Bagi Lee, kemajuan The Lions tidak cukup diukur dari kelolosan atau hasil positif semata. Ia ingin skuadnya semakin sering diuji oleh Vietnam, Indonesia, dan China agar mampu menyesuaikan diri dengan standar persaingan yang lebih tinggi.
Sejarah Baru, Tuntutan Baru
Ilhan Fandi dan rekan-rekannya mencatatkan dua pencapaian penting dalam perjalanan terbaru Singapura. Tiket ke fase empat besar Piala AFF 2026 dan kelolosan ke putaran final Piala Asia menjadi penanda tren positif di bawah arahan Lee.
Meski begitu, sang pelatih tidak ingin capaian tersebut membuat pemain terlena. Ia memandang potensi Singapura masih jauh lebih besar daripada yang telah terlihat di lapangan.
“Saya pikir tim ini baru menyentuh permukaan dari apa yang bisa dicapai, dan para pemain sendiri menyadari hal itu,” kata Lee seperti dikabarkan The Thao 247. Ucapan itu menegaskan bahwa Singapura masih menempatkan peningkatan permainan sebagai pekerjaan utama.
Lee membutuhkan laga-laga kompetitif untuk membawa pemain menuju level tersebut. Pertemuan dengan rival kuat dinilainya dapat menjadi sarana evaluasi yang lebih nyata daripada pertandingan dengan tuntutan lebih ringan.
Hasil Fase Grup Memberi Dasar
Singapura telah menunjukkan daya saingnya dalam fase grup Piala AFF 2026 melalui hasil melawan Vietnam dan Timnas Indonesia. The Lions menahan Vietnam 0-0 di Hanoi, lalu bermain 1-1 saat menghadapi Indonesia.

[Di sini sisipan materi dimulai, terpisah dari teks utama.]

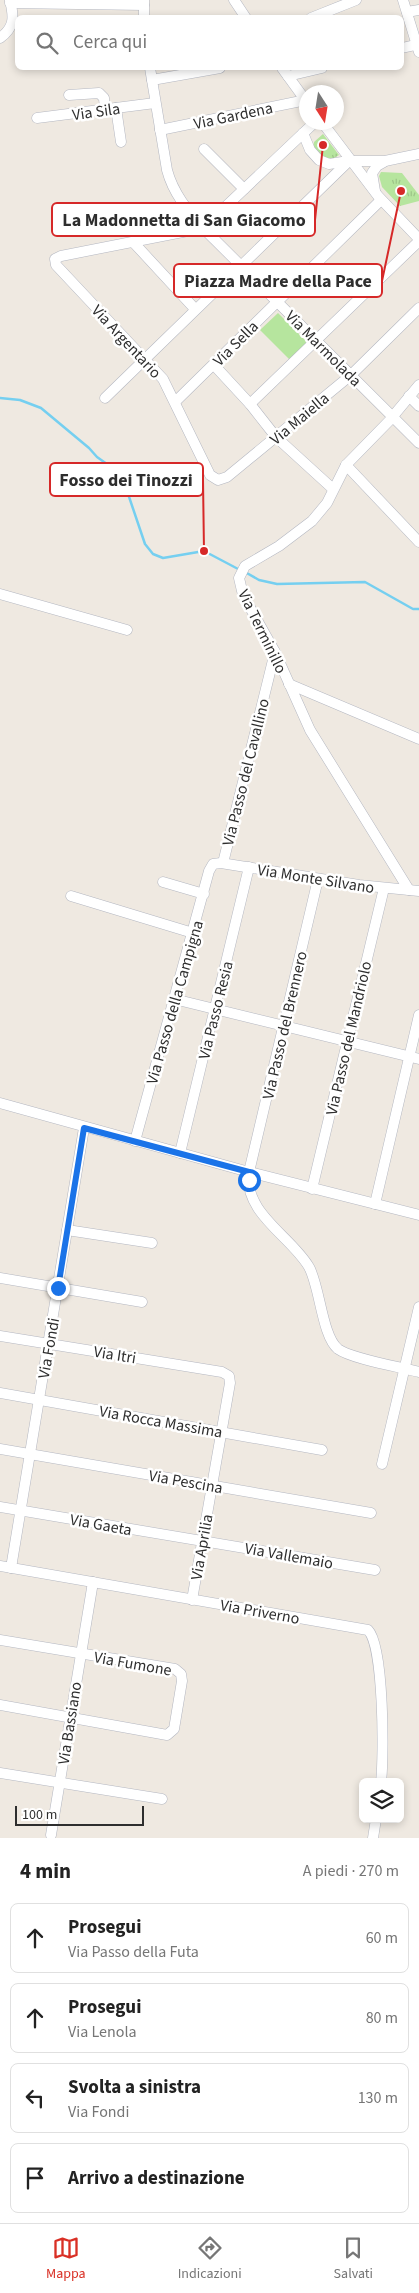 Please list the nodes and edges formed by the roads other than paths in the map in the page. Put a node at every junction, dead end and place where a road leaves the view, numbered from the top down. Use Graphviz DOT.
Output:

| Lawan | Hasil | Konteks Pertandingan |
|---|---|---|
| Vietnam | 0-0 | Fase grup Piala AFF 2026 di Hanoi |
| Timnas Indonesia | 1-1 | Fase grup Piala AFF 2026 |
Imbang tanpa gol di Hanoi memperlihatkan kemampuan Singapura meredam Vietnam di kandangnya. Hasil 1-1 melawan Indonesia juga menunjukkan bahwa The Lions sanggup menghadapi tekanan dari lawan dengan persaingan tinggi.
Lee tidak menempatkan dua hasil tersebut sebagai bukti bahwa timnya telah selesai berkembang. Sebaliknya, hasil itu memperkuat keyakinannya bahwa Singapura perlu mencari lebih banyak pertandingan sejenis.
Ambisi Mencari Lawan Selevel
Lee secara khusus menyebut Vietnam, Indonesia, dan China sebagai lawan yang dibutuhkan timnya. Ia menilai para pemain harus terus dipaksa beradaptasi dengan kualitas pertandingan yang diperlukan untuk berkembang.
“Namun untuk mencapai tujuan tersebut, kami perlu memainkan lebih banyak pertandingan melawan tim-tim seperti Vietnam, Indonesia, dan China,” tambah Lee. Laga menghadapi tim-tim tersebut dipandang penting karena menawarkan pengalaman kompetitif bagi skuad Singapura.
Menurut Detik Sport, The Lions ingin meneruskan peningkatan kualitas permainan melalui pertemuan dengan kekuatan Asia dan Asia Tenggara. Keinginan itu membuat hasil imbang melawan Indonesia bernilai sebagai bahan pembelajaran, bukan semata-mata catatan satu poin.
Thailand kini menunggu Singapura di semifinal Piala AFF 2026. Pertandingan itu menjadi ujian berikutnya bagi tim asuhan Lee untuk menunjukkan perkembangan mereka saat berhadapan dengan salah satu kekuatan utama ASEAN.